Passover – Pesach – is known as “the festival of our freedom,” but because “in every generation we are obligated to see ourselves” as having been freed from the slavery of Egypt, the seder offers us the opportunity to examine the ways we enslave ourselves today and even how we enslave others.
“Enslave” is a transitive verb that first appeared in the 17th century. From its introduction, it meant making someone a slave to something, not just to someone.
For example, too many people in our world are enslaved by drugs, legal as well as illegal, including those drugs called nicotine and alcohol. Too many people are enslaved by the pursuit of money, or the acquisition of things, and for whom enough is never enough.
Enslavement is all-consuming. It can destroy character and destroy families.
Too many people today are enslaved by technology. Once upon a time, a person could leave the office, get into a car or onto public transportation, travel home, sit down to dinner and catch-up conversation with the family, then relax in the living room reading a little while listening to some music, or watching a television show the entire family could enjoy.
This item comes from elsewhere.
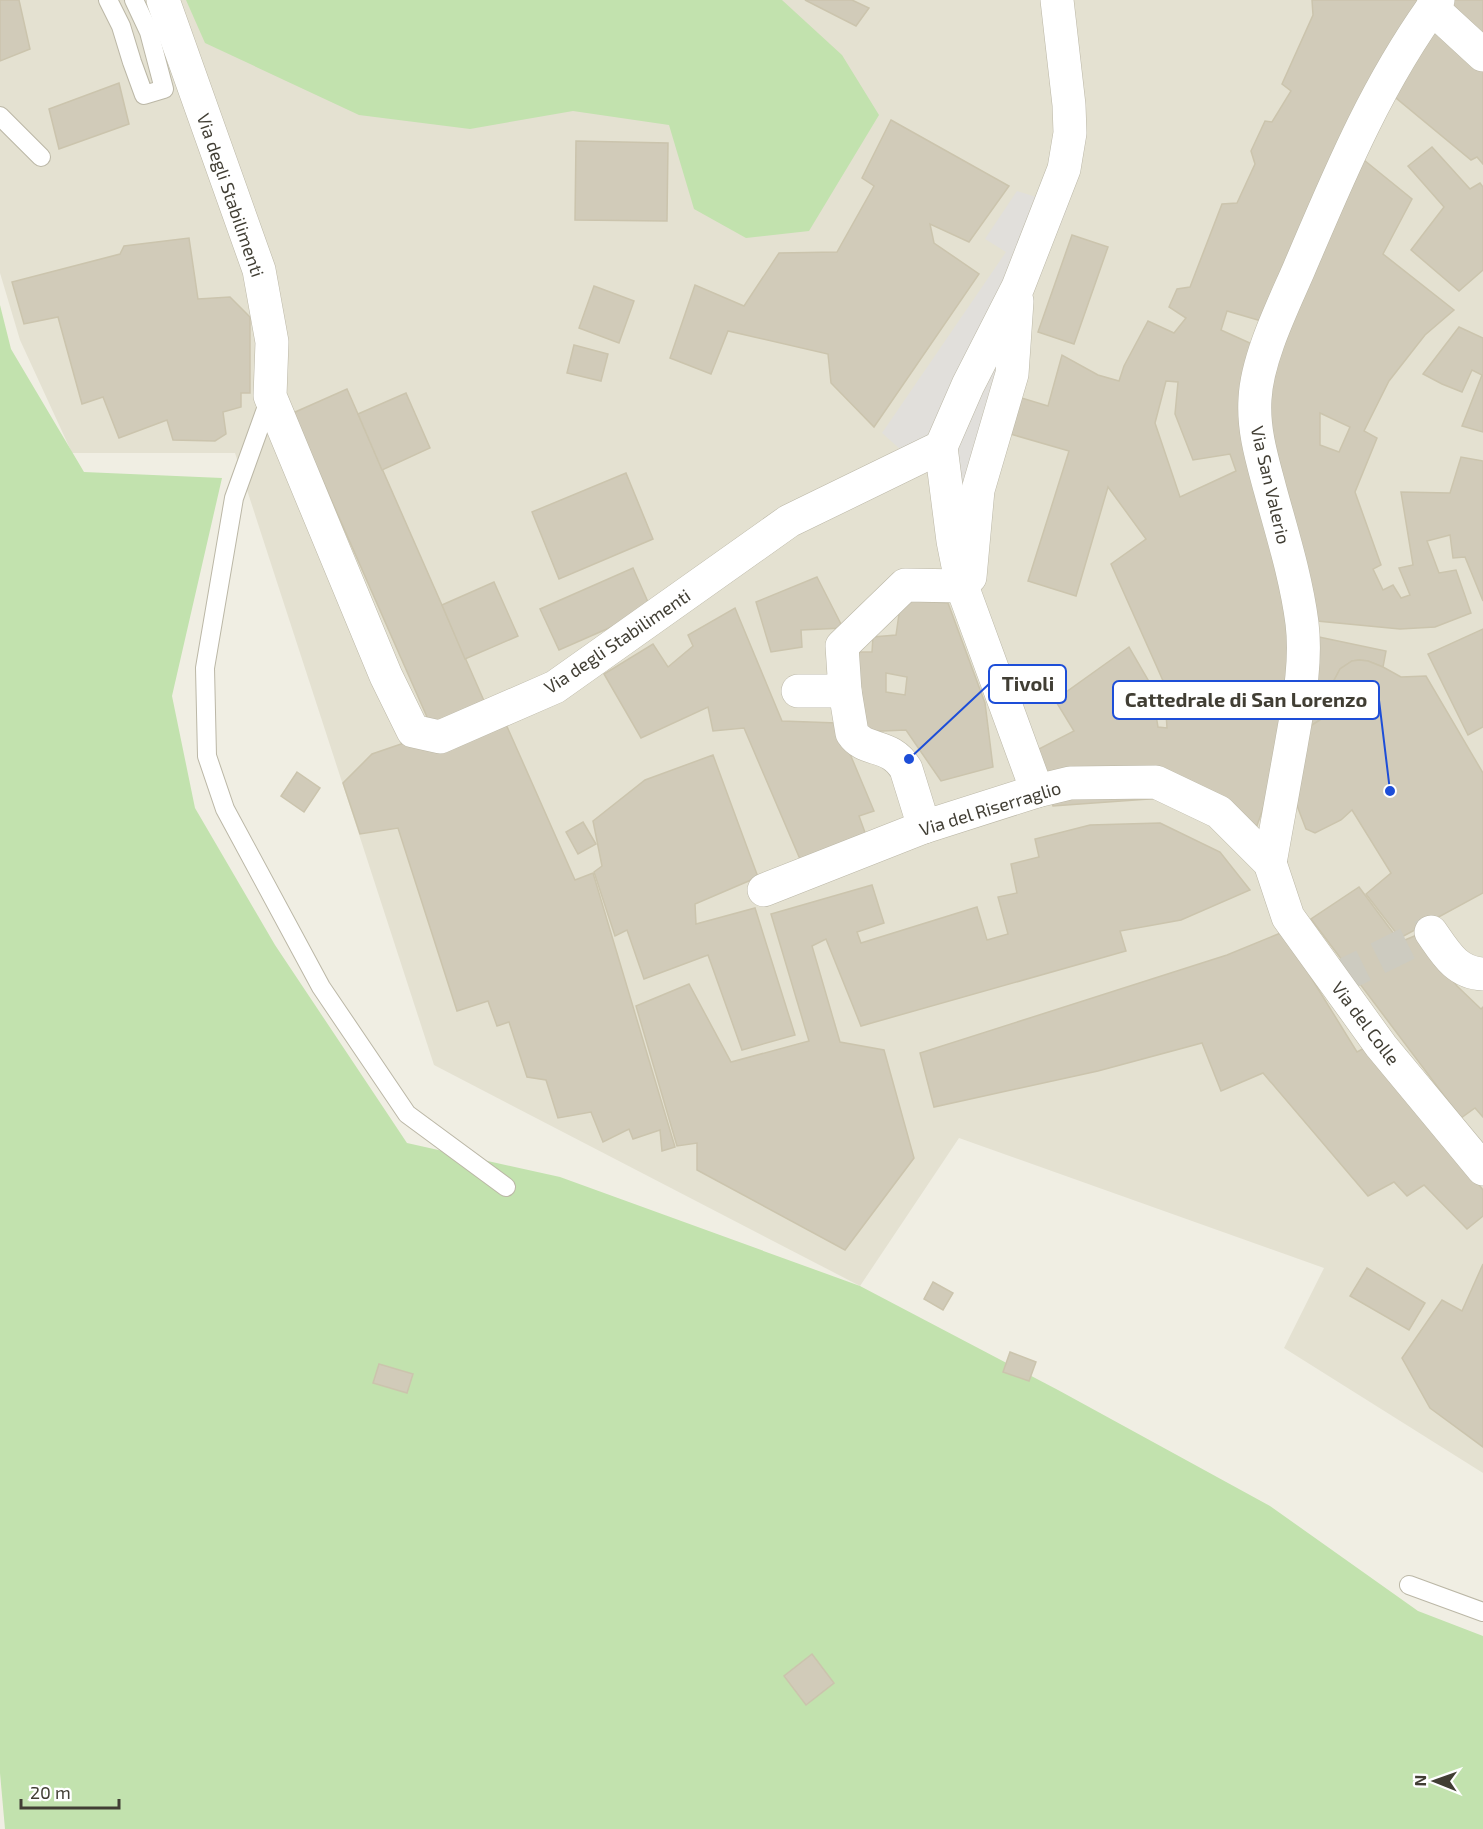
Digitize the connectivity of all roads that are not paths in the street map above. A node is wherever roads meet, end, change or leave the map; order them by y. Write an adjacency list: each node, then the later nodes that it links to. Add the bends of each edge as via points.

Today, the office goes where you go. You can read documents and answer e-mails on your tablet while slipping at will between it and a downloaded video, even as you are launching Angry Birds on your smartphone, and munching on a fast-food dinner in your den. Your children give you monosyllabic answers to questions while texting two or three friends at the same time (P911 BRB TSNF RBTL [Parent alert. Be right back. That’s so not fair. Read between the lines.]). You struggle to remember the color of their eyes, which you have not seen in months, and wonder why they cannot spell and lack social skills.
We may even be enslaved by ritual. “Let all who are hungry come and eat,” we say because the haggadah says to say it. Before we sat down to the seder, however, did we do anything to feed the hungry? “Next year in Jerusalem,” we sing, often with great gusto, even as we wish our guests well and tell them we hope to see them back at the same table next Pesach. Is this not a form of enslavement, this mindless mouthing of words that we would feel guilty not mouthing?
Tonight, and tomorrow night for those who celebrate two s’darim, here are two questions to ask: What is it that enslaves us today? What must we do to be truly free?
From all of us at The Jewish Standard, may this Pesach truly be the festival of freedom for all.